═══ RECORDS FOR PROCESSING

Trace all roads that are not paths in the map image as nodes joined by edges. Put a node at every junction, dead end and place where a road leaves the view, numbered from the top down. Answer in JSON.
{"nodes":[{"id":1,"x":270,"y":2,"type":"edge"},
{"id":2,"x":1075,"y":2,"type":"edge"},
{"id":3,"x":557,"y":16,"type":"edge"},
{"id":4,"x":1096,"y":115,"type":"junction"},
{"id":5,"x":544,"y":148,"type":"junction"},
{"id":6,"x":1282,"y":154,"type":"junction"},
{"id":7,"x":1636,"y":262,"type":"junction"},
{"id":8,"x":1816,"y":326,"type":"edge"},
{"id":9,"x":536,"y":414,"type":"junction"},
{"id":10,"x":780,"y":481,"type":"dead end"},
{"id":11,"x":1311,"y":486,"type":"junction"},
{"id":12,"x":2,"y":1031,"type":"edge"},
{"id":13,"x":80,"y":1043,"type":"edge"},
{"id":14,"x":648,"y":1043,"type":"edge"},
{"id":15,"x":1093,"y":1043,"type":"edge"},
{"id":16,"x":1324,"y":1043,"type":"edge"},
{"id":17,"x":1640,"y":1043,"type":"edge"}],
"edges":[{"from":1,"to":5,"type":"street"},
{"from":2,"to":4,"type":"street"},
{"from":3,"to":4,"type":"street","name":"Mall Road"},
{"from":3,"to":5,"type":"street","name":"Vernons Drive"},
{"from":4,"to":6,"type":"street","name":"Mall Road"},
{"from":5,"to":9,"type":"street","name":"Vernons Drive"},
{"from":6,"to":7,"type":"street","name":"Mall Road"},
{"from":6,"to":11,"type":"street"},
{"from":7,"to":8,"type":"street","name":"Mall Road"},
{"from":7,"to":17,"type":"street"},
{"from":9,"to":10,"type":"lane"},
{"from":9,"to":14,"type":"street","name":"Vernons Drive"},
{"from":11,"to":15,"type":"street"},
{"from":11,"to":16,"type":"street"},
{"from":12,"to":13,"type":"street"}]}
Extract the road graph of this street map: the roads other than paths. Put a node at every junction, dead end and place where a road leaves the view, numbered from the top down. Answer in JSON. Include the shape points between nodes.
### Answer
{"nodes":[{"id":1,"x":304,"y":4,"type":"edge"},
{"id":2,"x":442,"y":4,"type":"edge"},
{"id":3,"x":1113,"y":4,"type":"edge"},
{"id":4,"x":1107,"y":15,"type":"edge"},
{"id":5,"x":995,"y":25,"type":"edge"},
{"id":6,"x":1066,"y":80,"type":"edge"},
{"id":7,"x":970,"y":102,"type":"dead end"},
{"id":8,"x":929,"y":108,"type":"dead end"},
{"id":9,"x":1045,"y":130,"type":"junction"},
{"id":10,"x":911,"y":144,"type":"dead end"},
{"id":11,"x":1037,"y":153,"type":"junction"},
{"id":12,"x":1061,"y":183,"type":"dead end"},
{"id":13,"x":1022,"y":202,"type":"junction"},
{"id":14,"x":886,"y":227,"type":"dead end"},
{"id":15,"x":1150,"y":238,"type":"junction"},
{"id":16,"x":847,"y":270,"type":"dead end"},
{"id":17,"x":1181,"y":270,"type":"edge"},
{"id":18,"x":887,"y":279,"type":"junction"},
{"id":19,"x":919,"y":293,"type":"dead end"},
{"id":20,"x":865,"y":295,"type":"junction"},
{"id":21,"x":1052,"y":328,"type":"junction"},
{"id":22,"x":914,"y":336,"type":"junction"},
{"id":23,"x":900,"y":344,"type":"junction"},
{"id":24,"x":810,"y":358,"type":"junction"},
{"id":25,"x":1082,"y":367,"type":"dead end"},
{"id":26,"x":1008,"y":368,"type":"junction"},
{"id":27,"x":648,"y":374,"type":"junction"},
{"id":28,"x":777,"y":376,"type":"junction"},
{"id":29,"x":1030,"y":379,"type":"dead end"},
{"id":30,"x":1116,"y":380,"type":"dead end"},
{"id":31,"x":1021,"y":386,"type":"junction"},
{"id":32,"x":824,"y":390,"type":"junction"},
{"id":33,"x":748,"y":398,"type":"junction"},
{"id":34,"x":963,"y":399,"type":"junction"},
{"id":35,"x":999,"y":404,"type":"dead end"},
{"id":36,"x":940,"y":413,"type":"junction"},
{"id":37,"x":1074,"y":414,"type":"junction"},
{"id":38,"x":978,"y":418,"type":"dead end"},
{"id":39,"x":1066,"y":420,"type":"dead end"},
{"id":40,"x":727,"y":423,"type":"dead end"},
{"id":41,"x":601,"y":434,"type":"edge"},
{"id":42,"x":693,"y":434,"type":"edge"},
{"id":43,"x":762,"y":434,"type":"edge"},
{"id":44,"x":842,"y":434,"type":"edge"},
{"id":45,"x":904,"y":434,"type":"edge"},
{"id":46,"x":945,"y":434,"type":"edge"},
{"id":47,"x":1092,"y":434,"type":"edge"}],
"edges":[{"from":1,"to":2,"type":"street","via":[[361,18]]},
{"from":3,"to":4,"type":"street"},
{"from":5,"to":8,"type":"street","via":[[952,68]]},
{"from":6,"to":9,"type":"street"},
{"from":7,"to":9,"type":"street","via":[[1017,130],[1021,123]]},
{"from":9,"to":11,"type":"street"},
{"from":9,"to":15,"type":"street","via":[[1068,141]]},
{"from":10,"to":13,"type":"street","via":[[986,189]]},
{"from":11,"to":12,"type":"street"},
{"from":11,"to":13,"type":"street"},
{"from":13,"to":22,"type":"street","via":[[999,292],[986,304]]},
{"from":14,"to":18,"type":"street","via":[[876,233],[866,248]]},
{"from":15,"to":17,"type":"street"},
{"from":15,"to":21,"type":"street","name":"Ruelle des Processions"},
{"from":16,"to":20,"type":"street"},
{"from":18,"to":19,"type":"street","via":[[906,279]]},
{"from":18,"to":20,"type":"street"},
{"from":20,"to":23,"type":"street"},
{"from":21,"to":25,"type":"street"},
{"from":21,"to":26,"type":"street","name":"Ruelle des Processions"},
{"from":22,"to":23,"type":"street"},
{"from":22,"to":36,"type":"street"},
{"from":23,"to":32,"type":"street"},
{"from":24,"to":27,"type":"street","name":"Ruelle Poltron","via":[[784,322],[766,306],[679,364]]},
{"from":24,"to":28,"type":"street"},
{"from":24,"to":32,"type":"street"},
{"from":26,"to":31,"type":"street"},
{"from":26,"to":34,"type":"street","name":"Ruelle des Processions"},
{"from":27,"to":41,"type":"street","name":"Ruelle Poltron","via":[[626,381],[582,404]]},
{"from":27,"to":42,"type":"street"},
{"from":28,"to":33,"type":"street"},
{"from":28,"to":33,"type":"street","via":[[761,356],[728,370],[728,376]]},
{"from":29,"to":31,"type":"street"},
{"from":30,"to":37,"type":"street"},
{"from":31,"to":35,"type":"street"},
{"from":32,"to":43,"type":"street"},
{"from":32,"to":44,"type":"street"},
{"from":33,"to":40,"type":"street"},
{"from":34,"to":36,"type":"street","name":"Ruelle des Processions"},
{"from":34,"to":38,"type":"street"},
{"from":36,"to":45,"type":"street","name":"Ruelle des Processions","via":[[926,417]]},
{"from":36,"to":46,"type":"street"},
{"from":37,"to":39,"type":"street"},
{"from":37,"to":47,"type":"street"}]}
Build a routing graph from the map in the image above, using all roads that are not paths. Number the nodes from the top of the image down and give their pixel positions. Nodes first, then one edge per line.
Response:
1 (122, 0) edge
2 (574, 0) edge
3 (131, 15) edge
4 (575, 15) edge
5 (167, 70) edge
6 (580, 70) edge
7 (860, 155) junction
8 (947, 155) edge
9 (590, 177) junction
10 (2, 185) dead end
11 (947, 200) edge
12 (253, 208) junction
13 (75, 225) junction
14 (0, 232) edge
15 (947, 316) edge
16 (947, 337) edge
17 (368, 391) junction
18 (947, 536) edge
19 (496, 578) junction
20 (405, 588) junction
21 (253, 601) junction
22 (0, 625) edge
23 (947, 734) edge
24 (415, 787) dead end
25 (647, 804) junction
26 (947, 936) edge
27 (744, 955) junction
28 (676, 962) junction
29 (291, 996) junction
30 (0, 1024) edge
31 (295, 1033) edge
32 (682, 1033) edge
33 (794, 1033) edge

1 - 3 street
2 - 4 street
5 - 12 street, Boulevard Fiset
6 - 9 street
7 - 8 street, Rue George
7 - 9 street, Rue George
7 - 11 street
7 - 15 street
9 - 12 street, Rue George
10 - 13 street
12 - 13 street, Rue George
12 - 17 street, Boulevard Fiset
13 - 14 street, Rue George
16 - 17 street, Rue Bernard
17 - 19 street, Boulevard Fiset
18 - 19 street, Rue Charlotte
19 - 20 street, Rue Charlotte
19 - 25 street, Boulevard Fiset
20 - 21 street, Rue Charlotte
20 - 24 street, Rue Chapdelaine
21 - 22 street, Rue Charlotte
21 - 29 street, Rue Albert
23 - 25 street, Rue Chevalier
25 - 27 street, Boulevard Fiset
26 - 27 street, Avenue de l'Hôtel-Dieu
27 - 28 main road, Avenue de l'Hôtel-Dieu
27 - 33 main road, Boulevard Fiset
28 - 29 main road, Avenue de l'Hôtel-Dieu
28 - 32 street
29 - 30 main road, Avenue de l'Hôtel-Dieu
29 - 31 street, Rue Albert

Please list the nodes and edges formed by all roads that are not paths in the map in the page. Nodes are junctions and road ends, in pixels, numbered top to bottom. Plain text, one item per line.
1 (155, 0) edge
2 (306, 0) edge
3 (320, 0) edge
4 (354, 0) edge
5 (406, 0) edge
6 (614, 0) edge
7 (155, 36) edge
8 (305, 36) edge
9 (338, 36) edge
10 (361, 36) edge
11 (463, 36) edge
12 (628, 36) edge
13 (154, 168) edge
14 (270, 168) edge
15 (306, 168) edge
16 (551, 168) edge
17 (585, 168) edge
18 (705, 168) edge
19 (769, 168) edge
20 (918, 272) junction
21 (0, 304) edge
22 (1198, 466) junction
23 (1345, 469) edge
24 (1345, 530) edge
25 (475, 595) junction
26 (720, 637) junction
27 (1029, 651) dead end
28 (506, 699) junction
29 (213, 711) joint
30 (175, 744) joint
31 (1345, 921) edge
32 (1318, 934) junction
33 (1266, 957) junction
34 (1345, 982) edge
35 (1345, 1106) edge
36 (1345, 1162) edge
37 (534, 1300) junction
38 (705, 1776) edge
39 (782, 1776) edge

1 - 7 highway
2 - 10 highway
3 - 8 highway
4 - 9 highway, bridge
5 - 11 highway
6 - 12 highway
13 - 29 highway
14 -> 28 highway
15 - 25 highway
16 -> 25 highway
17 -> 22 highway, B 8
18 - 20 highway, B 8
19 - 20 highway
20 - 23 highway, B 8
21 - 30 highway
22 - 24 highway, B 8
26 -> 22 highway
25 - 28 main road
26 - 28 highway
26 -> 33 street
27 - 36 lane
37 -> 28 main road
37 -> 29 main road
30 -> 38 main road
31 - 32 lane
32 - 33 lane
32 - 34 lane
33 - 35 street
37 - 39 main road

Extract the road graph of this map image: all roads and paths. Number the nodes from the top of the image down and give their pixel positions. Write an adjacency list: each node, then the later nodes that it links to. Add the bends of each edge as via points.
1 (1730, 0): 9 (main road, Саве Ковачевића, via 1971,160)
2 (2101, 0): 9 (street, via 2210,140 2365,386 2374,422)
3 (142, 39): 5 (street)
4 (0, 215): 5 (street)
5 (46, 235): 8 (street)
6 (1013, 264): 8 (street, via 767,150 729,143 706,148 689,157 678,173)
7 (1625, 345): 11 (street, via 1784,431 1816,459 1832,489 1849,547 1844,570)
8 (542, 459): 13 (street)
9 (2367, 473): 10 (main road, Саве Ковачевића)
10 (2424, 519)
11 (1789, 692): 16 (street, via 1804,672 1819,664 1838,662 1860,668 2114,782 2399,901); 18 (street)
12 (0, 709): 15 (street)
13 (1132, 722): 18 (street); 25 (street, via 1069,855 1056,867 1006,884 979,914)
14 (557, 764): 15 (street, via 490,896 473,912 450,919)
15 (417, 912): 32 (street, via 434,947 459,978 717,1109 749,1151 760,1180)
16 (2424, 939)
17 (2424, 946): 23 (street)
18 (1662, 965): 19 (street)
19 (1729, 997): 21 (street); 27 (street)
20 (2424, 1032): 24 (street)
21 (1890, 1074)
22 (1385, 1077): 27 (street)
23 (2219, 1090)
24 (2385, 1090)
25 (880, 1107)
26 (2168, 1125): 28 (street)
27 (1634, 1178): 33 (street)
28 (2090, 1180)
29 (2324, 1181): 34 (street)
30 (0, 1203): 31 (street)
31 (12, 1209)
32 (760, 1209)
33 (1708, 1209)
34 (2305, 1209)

══════

(PROBLEM STATEMENT) Whichever lines of the data include the word "Poltron", pull them out.

(WRITTEN RESPONSE)
{"from":24,"to":27,"type":"street","name":"Ruelle Poltron","via":[[784,322],[766,306],[679,364]]},
{"from":27,"to":41,"type":"street","name":"Ruelle Poltron","via":[[626,381],[582,404]]},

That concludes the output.